Lessons on incentives and scaling from two years as a teaching assistant

22 Mar 2018

Imagine that you’re hired to work at your local public library. As an eagle-eyed checkout clerk, you soon realize that half the patrons leave without actually checking out their books! This leaves everyone else scratching their heads when the catalog doesn’t match the shelves. But conveniently, the library has an unused anti-theft alarm sitting in the back room.

There’s just one problem: your supervisor, though sympathetic to your cause, doesn’t want you using the alarm. You see, people take books for many reasons, and not all of them are malicious. Besides, who cares if the shelves are in disarray? They’ve been like that for years, but everyone who works at the library still gets their paychecks the all the same. If you want to set up the alarm, you’ll have to do so on your own time, in addition to your other responsibilities.

In many undergraduate computer science programs, this is the absurd reality we face when trying to combat plagiarism. Everyone agrees plagiarism is wrong. Everyone wishes they could stop it. Everyone has access to the tools that find it. But no one seems willing to take any action.

Why bother?

The most important goal is to keep the course fair for students who do honest work. Instructors must assign grades that accurately reflect performance. A student who grapples with a problem — becoming a stronger programmer in the process — should never receive a lower grade than one who copies and pastes.

Finally, as educators, we also hope that the accused student can learn difficult lessons about ethical behavior in the classroom rather than the workplace.

Understanding the scope of plagiarism

I’ve been a teaching assistant in a lower-division computer science course for the past two years. Each semester, in a class of 200 to 300 students, we typically discover 20 to 40 blatant cases of plagiarism on homework. And because of the nature of our process, even more cases go undetected. Here’s how it works:

We begin by uploading our students’ code to an online plagiarism detection tool. The tool compares the submissions with each other and with our massive back catalog of previous solutions, flagging pairs of similar programs. We’ll manually review nearly 1,000 of these pairs over the course of the semester, throwing out all but the most suspicious cases. These cases end up representing about 100 students.

Then, we apply another filter, keeping only the cases that contain indisputable evidence — for example, hundreds of lines copied right down to the last whitespace error. We have virtually eliminated false positives at this point. (In the course’s entire history, only one such example exists.)

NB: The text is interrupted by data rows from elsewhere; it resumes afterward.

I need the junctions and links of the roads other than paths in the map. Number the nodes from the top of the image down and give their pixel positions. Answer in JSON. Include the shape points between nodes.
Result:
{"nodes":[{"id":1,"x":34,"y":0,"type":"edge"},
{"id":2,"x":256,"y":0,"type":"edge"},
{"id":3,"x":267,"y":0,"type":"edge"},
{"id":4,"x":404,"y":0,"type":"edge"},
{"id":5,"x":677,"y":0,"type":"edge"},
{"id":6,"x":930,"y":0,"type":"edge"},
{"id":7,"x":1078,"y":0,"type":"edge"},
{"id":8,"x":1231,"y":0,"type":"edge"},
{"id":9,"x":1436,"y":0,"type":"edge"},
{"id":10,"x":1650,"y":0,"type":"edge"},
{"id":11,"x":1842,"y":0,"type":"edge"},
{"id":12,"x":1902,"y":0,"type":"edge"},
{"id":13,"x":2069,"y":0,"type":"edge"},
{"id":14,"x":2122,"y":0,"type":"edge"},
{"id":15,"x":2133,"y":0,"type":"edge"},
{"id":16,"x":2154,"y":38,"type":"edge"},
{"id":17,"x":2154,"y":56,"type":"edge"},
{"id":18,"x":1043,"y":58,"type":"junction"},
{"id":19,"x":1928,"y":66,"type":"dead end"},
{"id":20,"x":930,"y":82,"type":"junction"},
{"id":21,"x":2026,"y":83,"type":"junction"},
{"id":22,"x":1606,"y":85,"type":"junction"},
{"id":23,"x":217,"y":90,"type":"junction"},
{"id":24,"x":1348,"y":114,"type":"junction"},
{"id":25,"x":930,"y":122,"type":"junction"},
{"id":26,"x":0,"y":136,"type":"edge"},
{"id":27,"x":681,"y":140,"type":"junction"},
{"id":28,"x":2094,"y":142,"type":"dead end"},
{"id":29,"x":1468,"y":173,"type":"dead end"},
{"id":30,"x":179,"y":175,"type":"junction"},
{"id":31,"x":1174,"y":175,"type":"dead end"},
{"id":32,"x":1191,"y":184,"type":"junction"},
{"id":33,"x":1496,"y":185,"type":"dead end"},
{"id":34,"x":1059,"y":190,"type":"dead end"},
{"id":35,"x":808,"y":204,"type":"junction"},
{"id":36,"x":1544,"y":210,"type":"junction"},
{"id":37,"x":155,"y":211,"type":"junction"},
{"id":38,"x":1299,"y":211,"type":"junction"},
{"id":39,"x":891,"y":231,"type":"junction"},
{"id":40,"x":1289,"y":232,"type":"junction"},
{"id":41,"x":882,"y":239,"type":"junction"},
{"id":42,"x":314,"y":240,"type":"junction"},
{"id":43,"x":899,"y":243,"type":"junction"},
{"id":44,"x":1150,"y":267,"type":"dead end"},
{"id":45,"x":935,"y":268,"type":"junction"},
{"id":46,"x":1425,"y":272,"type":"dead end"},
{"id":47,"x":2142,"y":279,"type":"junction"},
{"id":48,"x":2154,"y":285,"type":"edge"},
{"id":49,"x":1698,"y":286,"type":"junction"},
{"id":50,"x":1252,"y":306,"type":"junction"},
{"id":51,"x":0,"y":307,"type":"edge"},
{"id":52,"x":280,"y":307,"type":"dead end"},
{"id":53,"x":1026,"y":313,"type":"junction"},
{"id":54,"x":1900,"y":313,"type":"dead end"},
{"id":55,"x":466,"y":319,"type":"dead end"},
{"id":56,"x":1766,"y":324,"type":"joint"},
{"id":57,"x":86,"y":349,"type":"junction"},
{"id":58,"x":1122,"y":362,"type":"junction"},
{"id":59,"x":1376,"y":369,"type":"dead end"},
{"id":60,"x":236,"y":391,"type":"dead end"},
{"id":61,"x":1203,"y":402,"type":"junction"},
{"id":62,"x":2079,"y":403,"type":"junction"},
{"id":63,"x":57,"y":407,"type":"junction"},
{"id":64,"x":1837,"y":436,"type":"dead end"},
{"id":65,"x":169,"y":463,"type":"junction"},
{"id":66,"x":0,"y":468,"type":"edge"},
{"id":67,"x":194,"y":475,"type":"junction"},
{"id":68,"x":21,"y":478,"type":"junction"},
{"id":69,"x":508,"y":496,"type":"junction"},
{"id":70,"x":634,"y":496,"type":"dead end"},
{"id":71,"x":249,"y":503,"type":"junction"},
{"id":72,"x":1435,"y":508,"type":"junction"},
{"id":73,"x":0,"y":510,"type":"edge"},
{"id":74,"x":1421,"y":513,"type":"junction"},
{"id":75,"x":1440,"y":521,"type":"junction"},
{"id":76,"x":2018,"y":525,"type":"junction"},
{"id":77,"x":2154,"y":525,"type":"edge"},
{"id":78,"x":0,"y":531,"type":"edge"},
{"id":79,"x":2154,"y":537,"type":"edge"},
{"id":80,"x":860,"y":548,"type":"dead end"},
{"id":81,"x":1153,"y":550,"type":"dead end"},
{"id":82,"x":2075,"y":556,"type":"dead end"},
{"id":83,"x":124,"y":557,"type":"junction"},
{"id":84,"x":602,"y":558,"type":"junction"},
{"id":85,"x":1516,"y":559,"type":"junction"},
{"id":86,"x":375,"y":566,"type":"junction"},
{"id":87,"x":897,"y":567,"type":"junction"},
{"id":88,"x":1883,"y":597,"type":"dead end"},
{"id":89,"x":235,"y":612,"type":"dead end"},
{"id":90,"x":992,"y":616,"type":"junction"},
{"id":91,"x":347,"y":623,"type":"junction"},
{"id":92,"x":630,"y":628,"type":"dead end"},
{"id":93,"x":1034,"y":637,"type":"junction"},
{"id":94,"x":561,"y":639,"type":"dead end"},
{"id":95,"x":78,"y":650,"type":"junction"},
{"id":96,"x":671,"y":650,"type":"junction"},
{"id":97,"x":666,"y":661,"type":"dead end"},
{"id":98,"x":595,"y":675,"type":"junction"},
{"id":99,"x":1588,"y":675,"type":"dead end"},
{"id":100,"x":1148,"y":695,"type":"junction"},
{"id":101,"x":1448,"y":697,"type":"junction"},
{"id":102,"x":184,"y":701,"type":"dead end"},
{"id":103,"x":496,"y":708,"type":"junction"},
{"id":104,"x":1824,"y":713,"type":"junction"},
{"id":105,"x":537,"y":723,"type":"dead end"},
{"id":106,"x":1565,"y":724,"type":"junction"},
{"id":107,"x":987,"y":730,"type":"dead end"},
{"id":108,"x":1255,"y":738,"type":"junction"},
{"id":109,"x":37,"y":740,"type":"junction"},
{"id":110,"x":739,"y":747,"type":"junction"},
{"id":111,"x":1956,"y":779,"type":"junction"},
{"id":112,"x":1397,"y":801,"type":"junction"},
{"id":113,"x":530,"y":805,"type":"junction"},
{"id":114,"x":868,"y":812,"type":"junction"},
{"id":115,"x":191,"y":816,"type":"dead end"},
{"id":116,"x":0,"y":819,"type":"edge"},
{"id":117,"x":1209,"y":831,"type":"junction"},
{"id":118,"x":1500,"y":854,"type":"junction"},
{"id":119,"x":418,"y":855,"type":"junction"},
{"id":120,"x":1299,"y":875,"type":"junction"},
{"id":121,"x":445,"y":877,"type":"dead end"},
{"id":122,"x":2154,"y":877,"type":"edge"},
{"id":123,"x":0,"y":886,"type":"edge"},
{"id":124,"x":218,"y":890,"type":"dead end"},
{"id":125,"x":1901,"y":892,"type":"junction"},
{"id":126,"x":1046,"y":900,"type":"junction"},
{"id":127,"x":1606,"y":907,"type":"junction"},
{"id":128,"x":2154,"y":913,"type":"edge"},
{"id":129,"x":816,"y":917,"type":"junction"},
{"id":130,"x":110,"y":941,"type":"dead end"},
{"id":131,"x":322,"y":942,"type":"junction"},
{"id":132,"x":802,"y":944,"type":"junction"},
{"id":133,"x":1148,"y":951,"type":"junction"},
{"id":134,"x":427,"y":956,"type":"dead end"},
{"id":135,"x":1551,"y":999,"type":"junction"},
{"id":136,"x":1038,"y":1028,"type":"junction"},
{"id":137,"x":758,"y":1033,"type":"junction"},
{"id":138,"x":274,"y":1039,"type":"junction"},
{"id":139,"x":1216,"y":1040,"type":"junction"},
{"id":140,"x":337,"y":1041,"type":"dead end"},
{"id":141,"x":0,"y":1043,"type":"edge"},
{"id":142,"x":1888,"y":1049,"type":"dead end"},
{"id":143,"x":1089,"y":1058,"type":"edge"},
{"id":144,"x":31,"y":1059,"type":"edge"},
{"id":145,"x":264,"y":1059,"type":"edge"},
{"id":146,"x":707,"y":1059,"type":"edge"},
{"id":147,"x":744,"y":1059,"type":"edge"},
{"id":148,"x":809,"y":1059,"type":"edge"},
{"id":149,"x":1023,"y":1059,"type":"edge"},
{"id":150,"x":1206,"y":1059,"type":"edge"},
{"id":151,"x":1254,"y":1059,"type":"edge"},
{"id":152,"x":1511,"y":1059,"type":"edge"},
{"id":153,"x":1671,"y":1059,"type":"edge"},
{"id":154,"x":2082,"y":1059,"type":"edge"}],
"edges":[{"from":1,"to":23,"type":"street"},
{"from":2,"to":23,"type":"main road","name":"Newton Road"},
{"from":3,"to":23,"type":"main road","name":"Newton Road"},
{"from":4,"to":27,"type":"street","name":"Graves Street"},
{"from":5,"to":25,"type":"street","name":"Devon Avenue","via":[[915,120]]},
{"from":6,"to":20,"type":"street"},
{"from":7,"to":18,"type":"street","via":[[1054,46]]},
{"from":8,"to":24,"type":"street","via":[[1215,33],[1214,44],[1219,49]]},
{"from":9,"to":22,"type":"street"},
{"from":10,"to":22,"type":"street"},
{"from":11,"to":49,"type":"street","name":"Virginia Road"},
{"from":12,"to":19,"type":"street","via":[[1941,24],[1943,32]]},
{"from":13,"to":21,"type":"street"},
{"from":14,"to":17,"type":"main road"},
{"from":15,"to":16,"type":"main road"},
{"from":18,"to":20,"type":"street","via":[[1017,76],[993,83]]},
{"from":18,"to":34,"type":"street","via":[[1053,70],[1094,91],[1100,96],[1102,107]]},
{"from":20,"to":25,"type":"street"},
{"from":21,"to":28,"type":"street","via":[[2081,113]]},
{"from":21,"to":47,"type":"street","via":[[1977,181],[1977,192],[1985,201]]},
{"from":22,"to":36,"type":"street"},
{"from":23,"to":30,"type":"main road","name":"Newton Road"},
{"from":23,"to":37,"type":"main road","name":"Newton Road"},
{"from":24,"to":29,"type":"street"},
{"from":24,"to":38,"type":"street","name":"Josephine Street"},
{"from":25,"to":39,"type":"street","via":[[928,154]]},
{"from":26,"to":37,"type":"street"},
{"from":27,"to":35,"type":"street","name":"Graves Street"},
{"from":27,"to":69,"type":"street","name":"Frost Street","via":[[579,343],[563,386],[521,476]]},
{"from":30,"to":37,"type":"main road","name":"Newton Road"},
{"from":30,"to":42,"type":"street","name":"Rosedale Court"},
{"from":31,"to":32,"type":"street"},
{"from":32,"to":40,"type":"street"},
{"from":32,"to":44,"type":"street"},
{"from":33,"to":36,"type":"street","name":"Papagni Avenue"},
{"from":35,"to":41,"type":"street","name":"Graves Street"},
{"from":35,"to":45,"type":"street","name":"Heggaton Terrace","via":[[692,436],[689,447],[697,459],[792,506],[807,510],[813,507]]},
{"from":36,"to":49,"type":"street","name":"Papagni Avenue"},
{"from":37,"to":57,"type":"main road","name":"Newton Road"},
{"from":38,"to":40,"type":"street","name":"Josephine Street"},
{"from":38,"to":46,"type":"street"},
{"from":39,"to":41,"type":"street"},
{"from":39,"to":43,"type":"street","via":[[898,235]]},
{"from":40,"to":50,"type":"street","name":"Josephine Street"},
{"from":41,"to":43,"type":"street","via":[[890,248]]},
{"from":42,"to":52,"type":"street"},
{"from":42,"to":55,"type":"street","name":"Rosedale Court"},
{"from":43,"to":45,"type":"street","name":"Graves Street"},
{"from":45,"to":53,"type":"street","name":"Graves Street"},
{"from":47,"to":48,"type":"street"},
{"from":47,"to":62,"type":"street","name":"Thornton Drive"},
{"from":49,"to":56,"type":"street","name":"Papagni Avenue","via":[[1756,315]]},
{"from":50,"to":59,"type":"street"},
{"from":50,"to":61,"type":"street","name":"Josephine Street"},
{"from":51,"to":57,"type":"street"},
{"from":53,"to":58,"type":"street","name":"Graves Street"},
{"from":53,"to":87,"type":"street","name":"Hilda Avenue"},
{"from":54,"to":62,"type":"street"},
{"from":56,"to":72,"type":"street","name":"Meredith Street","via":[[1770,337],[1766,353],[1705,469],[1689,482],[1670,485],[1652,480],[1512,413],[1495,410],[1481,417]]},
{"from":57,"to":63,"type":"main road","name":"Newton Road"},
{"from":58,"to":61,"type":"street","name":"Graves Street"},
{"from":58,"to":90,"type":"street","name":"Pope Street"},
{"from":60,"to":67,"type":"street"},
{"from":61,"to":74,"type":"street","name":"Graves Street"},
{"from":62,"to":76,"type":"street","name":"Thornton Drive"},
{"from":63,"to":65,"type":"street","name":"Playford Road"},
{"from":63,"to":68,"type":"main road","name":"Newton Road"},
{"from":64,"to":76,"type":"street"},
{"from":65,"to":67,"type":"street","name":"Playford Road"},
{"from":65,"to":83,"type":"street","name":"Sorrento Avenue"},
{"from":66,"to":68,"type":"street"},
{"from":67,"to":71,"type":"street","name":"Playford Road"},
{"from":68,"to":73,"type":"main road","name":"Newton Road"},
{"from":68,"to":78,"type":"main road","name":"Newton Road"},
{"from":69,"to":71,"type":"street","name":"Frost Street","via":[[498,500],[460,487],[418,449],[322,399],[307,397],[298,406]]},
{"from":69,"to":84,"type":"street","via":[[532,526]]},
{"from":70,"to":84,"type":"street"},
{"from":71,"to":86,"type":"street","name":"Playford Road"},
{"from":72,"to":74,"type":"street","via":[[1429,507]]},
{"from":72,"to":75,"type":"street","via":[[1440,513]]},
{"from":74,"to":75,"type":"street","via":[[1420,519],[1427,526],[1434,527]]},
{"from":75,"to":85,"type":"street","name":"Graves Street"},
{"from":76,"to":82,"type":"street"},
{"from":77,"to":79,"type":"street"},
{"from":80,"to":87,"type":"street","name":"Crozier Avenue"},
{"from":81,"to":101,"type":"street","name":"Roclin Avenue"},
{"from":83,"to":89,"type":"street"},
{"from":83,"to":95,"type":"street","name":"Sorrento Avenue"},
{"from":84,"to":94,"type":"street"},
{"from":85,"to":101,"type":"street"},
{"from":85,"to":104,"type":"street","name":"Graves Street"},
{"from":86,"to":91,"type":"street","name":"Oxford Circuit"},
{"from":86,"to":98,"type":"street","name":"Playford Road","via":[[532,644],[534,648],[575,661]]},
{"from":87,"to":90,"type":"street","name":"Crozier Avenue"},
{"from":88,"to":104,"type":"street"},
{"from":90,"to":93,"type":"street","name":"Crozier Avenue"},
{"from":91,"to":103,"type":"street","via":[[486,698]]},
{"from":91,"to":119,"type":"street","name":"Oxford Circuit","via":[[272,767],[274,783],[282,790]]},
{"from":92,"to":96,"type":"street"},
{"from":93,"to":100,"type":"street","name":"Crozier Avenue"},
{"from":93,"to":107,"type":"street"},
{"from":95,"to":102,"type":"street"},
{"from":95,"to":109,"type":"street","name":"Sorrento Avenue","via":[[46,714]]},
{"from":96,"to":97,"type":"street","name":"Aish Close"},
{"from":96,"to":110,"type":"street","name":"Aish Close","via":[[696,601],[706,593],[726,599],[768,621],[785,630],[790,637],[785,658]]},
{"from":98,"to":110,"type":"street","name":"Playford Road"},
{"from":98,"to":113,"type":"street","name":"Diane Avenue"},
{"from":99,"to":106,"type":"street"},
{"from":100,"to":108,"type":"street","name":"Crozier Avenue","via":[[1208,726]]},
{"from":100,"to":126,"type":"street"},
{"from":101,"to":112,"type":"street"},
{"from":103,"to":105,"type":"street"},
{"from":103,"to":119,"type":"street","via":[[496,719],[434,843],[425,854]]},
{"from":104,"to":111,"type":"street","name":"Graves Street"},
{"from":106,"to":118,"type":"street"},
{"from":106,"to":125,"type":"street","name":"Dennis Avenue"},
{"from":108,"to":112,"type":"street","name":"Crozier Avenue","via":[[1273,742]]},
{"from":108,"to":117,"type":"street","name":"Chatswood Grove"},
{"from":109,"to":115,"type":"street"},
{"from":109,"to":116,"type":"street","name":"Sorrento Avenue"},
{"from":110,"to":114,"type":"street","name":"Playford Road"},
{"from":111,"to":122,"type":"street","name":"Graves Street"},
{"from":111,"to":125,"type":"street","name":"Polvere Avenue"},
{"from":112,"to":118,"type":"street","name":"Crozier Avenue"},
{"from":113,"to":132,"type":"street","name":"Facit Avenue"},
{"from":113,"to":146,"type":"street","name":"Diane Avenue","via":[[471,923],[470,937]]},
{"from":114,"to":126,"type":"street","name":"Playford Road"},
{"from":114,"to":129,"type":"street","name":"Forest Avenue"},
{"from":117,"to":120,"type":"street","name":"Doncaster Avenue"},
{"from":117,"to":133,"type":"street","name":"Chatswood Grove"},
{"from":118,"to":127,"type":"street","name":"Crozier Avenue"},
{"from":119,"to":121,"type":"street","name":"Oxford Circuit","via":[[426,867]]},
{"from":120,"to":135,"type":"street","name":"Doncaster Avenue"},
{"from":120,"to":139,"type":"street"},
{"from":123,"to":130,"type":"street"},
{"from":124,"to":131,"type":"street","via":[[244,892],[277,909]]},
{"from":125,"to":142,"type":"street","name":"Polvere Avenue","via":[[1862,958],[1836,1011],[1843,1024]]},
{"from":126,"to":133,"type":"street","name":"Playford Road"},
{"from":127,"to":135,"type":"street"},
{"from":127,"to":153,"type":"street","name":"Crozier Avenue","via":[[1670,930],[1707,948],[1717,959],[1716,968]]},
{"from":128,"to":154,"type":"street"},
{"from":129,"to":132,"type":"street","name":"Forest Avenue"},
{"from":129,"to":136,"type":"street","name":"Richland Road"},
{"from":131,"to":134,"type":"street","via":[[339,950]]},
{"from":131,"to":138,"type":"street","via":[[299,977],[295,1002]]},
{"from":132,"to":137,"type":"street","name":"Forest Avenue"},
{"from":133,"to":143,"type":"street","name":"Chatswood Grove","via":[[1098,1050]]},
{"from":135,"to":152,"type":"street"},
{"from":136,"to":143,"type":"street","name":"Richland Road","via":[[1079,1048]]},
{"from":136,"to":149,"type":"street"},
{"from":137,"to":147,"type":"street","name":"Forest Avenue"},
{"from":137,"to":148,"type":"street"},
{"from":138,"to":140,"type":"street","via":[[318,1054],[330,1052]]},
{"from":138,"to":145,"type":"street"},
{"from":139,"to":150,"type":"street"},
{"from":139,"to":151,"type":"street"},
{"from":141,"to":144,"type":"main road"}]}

That means we aren’t catching cases where there’s plausible deniability. And we certainly can’t find students who transform someone else’s homework beyond recognition. (They’ve demonstrated a better grasp of programming than your average copy-paste-rename job, but still haven’t learned what the homework was trying to teach.)

Because our process heavily favors precision over recall, the 20 to 40 cases at the end represent a lower bound on plagiarism in the course. This is corroborated by the results from Lisa Yan et al, the authors of a new plagiarism tool named TMOSS. In a Stanford course, 43 percent of true positives detected by TMOSS wouldn’t have been discovered by a traditional tool similar to ours.1

The large number of students suspected of plagiarism isn’t unique to our course. In fact, if a university or course doesn’t have comparable numbers, it most likely reflects their (lack of) plagiarism detection, rather than the actual rate of plagiarism.

According to a 2017 New York Times report,2 a course at UC Berkeley found about 1 in 7 students in violation of policies on copying code. At Stanford, one course suspected up to 20 percent of its students. And in spring 2017, Harvard’s CS50 reported nearly 60 of 600 students for cheating.

The aftermath

What happens after an instructor confronts a student about plagiarism?

Some admit their mistake right away. Others deny it for awhile before coming clean. And every semester, there will be a few conversations that go something like this:

“The TAs think you copied a few homeworks. You need to tell me what’s going on.”

“I didn’t cheat. I don’t know what you’re talking about.”

“Look, Bob, you have three screens of code that are exactly the same as Alice’s, except she called the parameter searchQuery and you renamed it to info_strings in your final commit.”

“Those similarities are a coincidence that happens fairly often in programming. Stop harassing me!” *files complaint with department*

Trying to gaslight the computer science department about computer science makes no sense, but let’s move on.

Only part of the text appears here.